HER 3 KİŞİDEN 1’İ SİGARA İÇİYOR
Dünyada ve Türkiye’de yaklaşık her 3 kişiden birinin tütün kullanıcısı olduğunu, Türkiye’nin ise tütün ürünü tüketiminde başı çeken ülkeler arasında olduğunu belirten Prof. Dr. Şekuri, “Henüz çocuk yaşta sigara kullanımının çok yüksek olduğu ülkemizde maalesef bunun acı tezahürü ile de hastanelerde sıkça karşılaşmaktayız. Ne yazık ki kalp krizi geçirme yaşı 40’lı yaşlara kadar düştü. Tütün ürünü tüketiminin kalp krizi, inme ve her türlü kalp-damar hastalığının riskini kat be kat arttırdığı ve bunların tedavisini baltaladığı bilinmekteyken, sivil toplum ve merkezi yönetime bu konuda çok büyük bir rol düşüyor” diye belirtti.

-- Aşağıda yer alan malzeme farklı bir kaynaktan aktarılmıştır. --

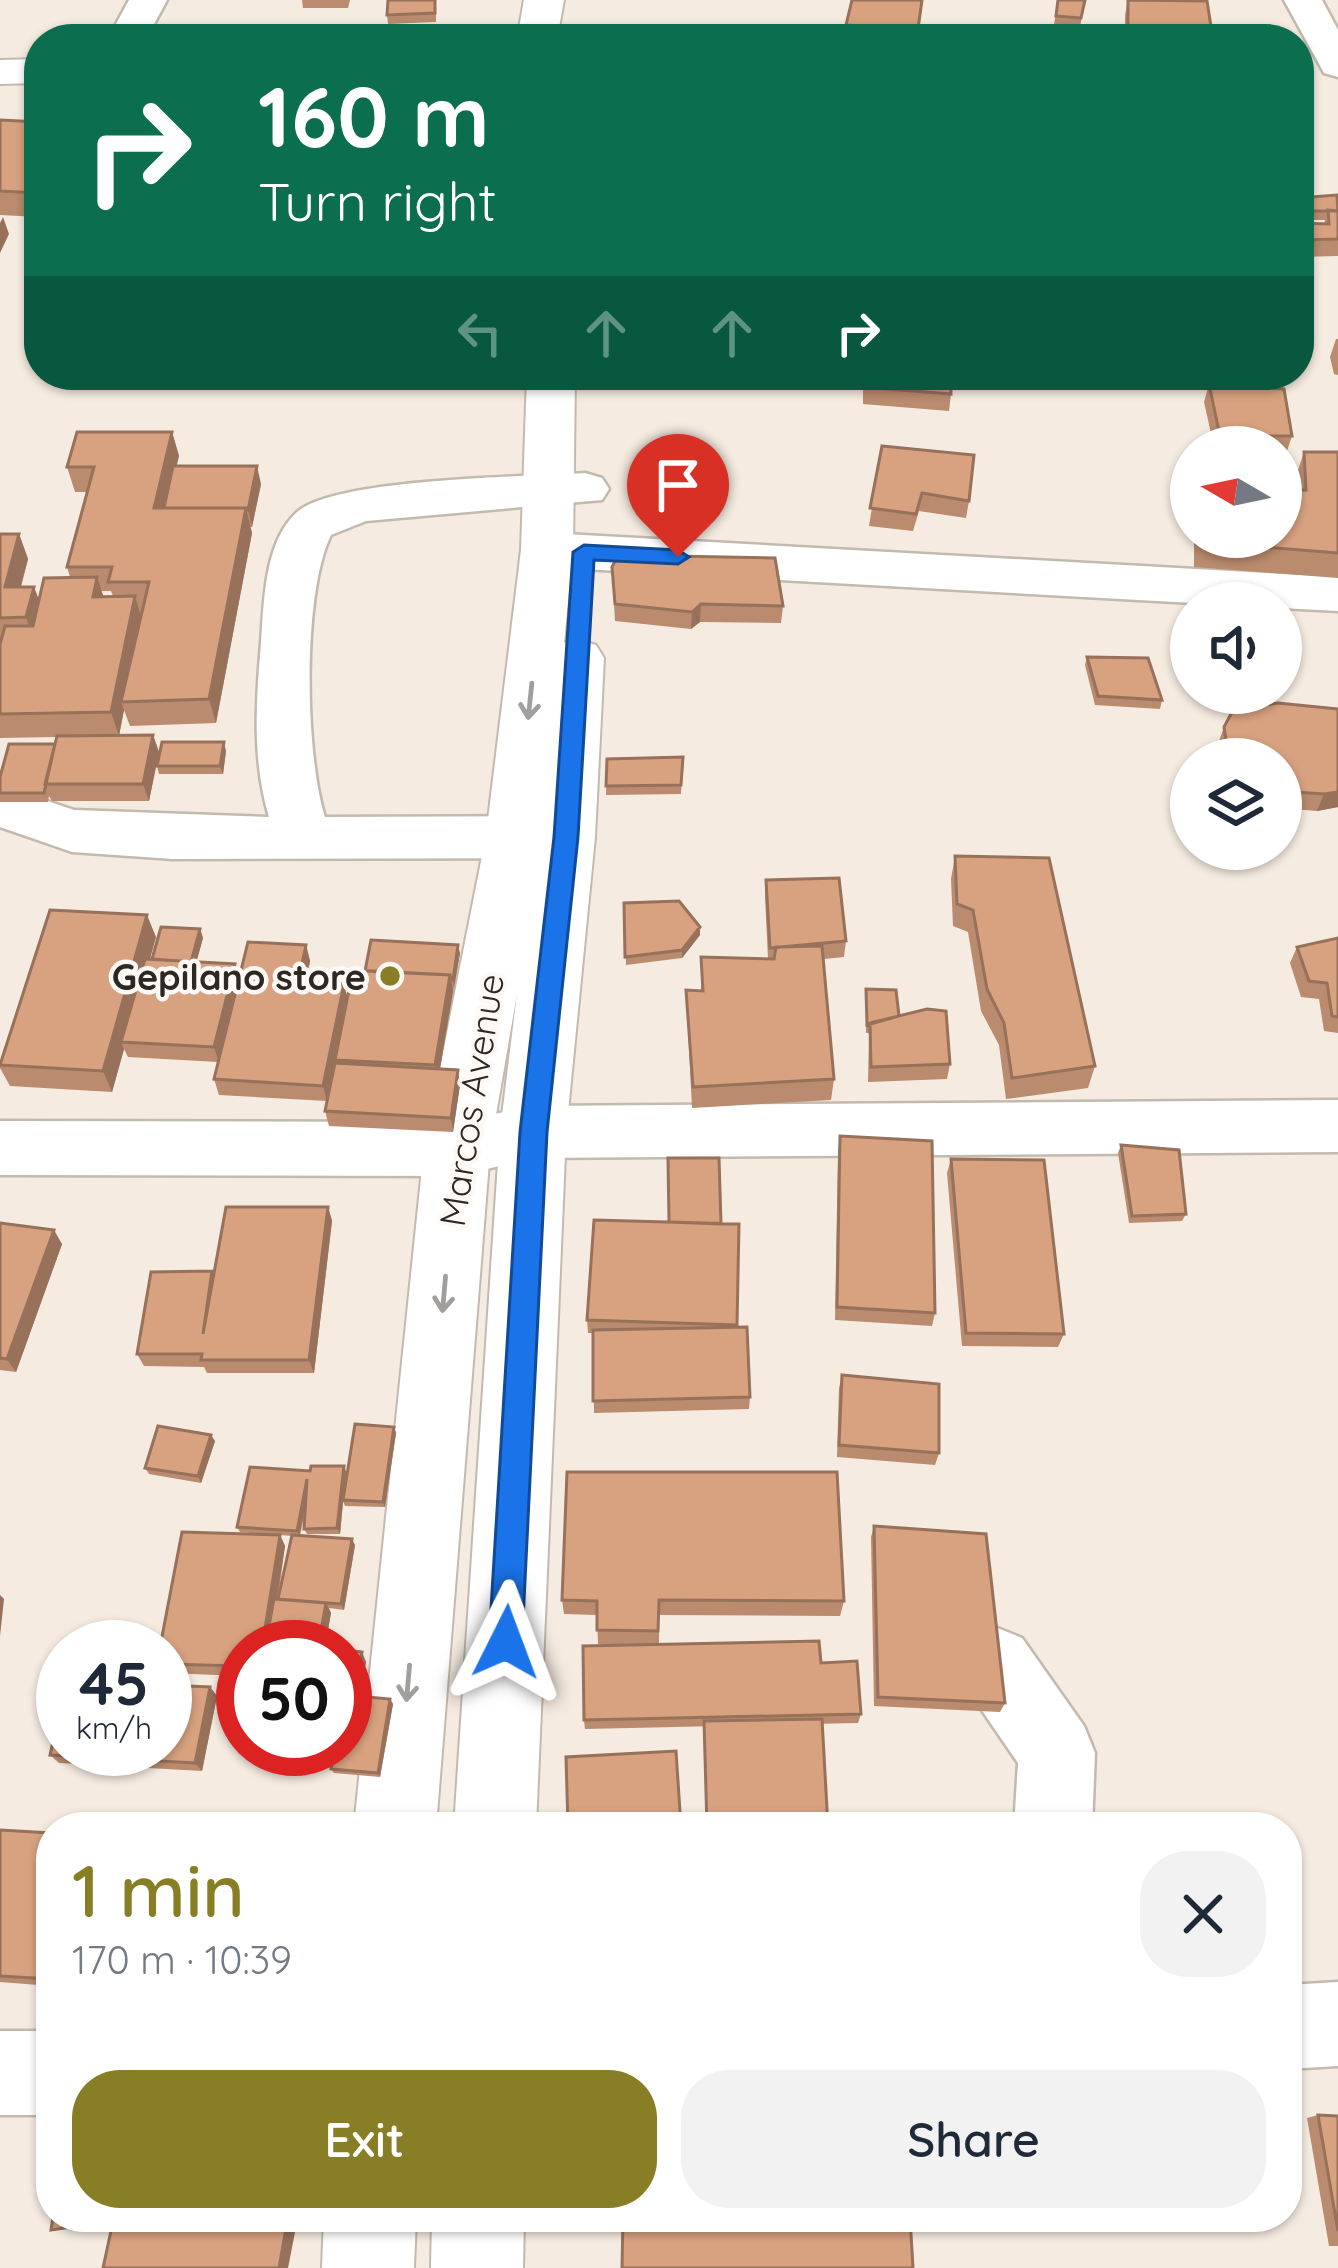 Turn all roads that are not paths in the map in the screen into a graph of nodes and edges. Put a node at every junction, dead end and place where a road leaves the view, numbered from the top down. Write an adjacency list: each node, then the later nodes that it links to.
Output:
1 (1303, 0): 2 (street)
2 (1338, 65)
3 (553, 390): 5 (main road, Marcos Avenue)
4 (582, 390): 5 (main road, Marcos Avenue)
5 (566, 520): 6 (street); 8 (main road, Marcos Avenue); 9 (street)
6 (1338, 594)
7 (0, 806): 9 (street)
8 (541, 837): 9 (street); 11 (main road, Marcos Avenue); 13 (main road, Marcos Avenue)
9 (305, 840)
10 (1338, 1126): 11 (street)
11 (533, 1132): 13 (street); 16 (main road, Marcos Avenue)
12 (0, 1148): 13 (street)
13 (457, 1149): 15 (main road, Marcos Avenue, one-way to 15)
14 (994, 1664): 17 (street)
15 (396, 1812)
16 (496, 1812)
17 (1054, 1812)
18 (1338, 2024): 19 (street)
19 (1302, 2026)
20 (0, 2073): 21 (street)
21 (36, 2073)
22 (369, 2232): 24 (main road)
23 (478, 2232): 25 (main road)
24 (368, 2268)
25 (477, 2268)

"TÜTÜN ÜRÜNLERİ UCUZ VE KOLAY ULAŞILIR"
Tütün mamullerinin bu kadar kolay ulaşılabilir olmasının en büyük tehlike olduğuna dikkat çeken Prof. Dr. Cevad Şekuri, “Her köşe başında tütün ürünü satan bir market olması, bu marketlerde tütün ürünlerinin görünür şekilde sergilenmesi günümüzde hala aşamadığımız bir tehdit. Ülkemizde tütün ürünlerinin gelişmiş ülkelere kıyasla daha ucuz ve ulaşılabilir olması çok acı ve manidar. Kendi tütün şirketlerini ülkemizde düşük maliyet ve ucuz iş gücü için konuşlandıran ülkeler, kendi ülkelerinde tütün tüketimini engellemek için büyük çaba gösterirken, bizim gençlerimizi vicdansızca zehirlemeye devam ediyor” sözlerine yer verdi.
"NARGİLE ŞİRİNLEŞTİRİLİYOR"
Günümüzde sigaraya alternatif olarak türetilen ve “sosyalleşme” amaçlı tüketilen nargile ve zararsız sanılan elektronik sigaralara gittikçe rağbetin arttığını vurgulayan Prof. Dr. Şekuri, şöyle konuştu:
“Her köşe başında yer alan nargile kafelerde tütün tüketimi şirinleştirilirken, bu ulaşılabilirlik gençlerimiz için ciddi bir tehdit oluşturuyor. Nargilenin vücudumuza verdiği zararlar günümüzde bilinirken, potansiyel kanserojenler içeren elektronik sigaraların uzun dönem etkileri bilinmiyor ve bunlarla ilişkili akciğer hastalıkları söz konusudur. Sigarayı bırakmak günümüzde kesinlikle imkânsız değil. Davranışçı yaklaşımlar ve birtakım ilaçlar yardımıyla mümkündür. Devlet olarak bu felaketin önüne geçilmesi için gereken önlemlerin artırılması ise önem arz ediyor."